4.1. De raad geeft aan dat de in het plan toegestane bouwhoogten overeenkomen met het in het Masterplan en het Beeldkwaliteitplan opgenomen aantal bouwlagen. Om het belang van deze locatie aan het Vinkenplein voor het centrum ruimtelijk en functioneel te benadrukken, staat het plandeel bebouwing met maximaal drie volwaardige bouwlagen en een kap toe. De vierde bouwlaag zal gedeeltelijk in de kap vallen en een eventuele vijfde laag zal volgens de raad door de beperkte hoogte slechts dienst kunnen doen als een vliering. Een variatie in de bouwhoogte is niet uitgesloten in het plan. De raad stelt zich voorts op het standpunt dat alleen op de hoek van de tweede bouwlaag de mogelijkheid is opgenomen om een horecagelegenheid te realiseren, teneinde deze hoek een functioneel zwaartepunt te geven en de looproute naar de Vinkenlaan te versterken. De toegankelijkheid van het achterpad is op verschillende manieren uit te werken en dit wordt als uitgangspunt bij de nadere uitwerking in de vorm van bouwplannen meegegeven.

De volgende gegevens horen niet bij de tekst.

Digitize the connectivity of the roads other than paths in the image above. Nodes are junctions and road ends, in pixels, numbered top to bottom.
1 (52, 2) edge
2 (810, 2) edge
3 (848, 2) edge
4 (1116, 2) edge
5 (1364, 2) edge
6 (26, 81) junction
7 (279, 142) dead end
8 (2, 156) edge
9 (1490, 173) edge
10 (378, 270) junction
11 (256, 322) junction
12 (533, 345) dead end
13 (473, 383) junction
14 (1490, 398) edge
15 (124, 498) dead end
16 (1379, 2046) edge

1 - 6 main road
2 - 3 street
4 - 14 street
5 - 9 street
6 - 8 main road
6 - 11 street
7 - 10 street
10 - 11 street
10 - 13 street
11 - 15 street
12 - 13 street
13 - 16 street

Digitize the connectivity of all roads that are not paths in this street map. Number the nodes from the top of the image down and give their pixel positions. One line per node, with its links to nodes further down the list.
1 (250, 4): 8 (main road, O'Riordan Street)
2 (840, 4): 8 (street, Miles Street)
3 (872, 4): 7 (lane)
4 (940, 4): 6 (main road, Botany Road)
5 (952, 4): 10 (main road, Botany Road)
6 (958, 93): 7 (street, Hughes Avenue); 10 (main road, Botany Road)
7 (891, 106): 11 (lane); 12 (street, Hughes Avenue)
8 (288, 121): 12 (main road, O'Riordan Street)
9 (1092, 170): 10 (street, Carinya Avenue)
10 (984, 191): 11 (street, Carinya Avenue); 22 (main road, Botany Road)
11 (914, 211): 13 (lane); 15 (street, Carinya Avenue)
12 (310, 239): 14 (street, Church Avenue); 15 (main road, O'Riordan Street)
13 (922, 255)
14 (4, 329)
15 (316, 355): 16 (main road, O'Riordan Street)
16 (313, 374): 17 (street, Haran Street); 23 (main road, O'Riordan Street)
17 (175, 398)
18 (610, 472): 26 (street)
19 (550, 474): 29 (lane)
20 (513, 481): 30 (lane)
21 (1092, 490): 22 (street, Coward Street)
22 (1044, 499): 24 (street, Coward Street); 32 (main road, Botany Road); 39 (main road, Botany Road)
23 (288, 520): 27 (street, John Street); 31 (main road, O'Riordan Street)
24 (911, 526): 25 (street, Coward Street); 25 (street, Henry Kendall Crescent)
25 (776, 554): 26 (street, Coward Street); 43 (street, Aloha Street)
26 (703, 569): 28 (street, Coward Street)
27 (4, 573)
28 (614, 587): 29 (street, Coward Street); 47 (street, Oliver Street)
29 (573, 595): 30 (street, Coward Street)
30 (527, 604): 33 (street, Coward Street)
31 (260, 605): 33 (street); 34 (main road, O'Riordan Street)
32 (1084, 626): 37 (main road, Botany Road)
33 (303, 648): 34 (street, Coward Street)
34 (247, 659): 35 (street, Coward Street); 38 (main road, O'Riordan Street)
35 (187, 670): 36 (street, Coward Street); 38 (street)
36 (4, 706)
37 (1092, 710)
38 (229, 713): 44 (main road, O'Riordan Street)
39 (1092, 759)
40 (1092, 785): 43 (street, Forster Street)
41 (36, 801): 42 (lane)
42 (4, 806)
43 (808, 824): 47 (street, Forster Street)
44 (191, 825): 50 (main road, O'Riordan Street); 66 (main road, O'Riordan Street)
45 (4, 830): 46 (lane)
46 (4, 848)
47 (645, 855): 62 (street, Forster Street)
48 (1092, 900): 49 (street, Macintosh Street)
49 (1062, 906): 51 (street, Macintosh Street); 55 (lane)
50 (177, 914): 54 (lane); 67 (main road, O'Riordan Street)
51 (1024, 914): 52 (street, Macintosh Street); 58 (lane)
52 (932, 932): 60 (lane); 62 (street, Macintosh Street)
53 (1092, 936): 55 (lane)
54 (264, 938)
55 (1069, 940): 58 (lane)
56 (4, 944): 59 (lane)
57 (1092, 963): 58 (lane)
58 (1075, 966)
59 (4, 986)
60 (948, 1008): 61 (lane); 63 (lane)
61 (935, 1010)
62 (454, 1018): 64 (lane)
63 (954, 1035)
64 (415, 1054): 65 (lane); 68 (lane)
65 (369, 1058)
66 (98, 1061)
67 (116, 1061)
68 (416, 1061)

4.2. Blijkens het Masterplan varieert de hoogte van de bebouwing in het centrumgebied tussen de twee en vier bouwlagen, inclusief de kap. Het Beeldkwaliteitplan houdt reeds rekening met de iets hogere bebouwing aan het nieuw in te richten Vinkenplein. Blijkens het Beeldkwaliteitplan is naast de schaal ook het gebruik van kappen beeldbepalend.

De Afdeling stelt op grond van de planregels vast dat de goot- en bouwhoogte van gebouwen binnen de bestemming "Horeca" niet meer mag bedragen dan, gelet op de verbeelding, 10,5 m onderscheidenlijk 14,5 m. Ingevolge artikel 5, lid 5.2, onder a en sub 2, van de planregels mag de hoogte van de eerste bouwlaag niet minder bedragen dan 3,5 m. Gelet op deze minimum bouwhoogte van de eerste bouwlaag en de toegestane maximale goothoogte van 10,5 m, kan bebouwing binnen het plandeel met de bestemming "Horeca" slechts uit maximaal drie bouwlagen zonder kap bestaan. Een vierde bouwlaag bestaat uit de kap. De maximale bouwhoogte van 14,5 m geeft ruimte voor een verscheidenheid aan kapvormen. Gelet op de beperkte mogelijkheid van een extra laag die eventueel dienst kan doen als een vliering en rekening houdend met de in het plan opgenomen afwijkingsbevoegdheid van 10%, waarbij, zoals de raad ter zitting heeft toegelicht, het Beeldkwaliteitplan als toetsingskader zal gelden, ziet de Afdeling geen aanleiding voor het oordeel dat de maximaal toegestane bouwhoogte binnen het plandeel de kleinschaligheid van het centrum en het winkelgebied zal aantasten. Daarbij wordt tevens in aanmerking genomen dat het college van burgemeester en wethouders niet gehouden is om van deze afwijkingsbevoegdheid gebruik te maken. Voorts betreft een vliering geen vijfde bouwlaag, nu artikel 1, lid 1.11, van de planregels onder de term bouwlaag een doorlopend gedeelte van een gebouw verstaat dat door (bij benadering) op gelijke bouwhoogte liggende vloeren of balklagen is begrensd.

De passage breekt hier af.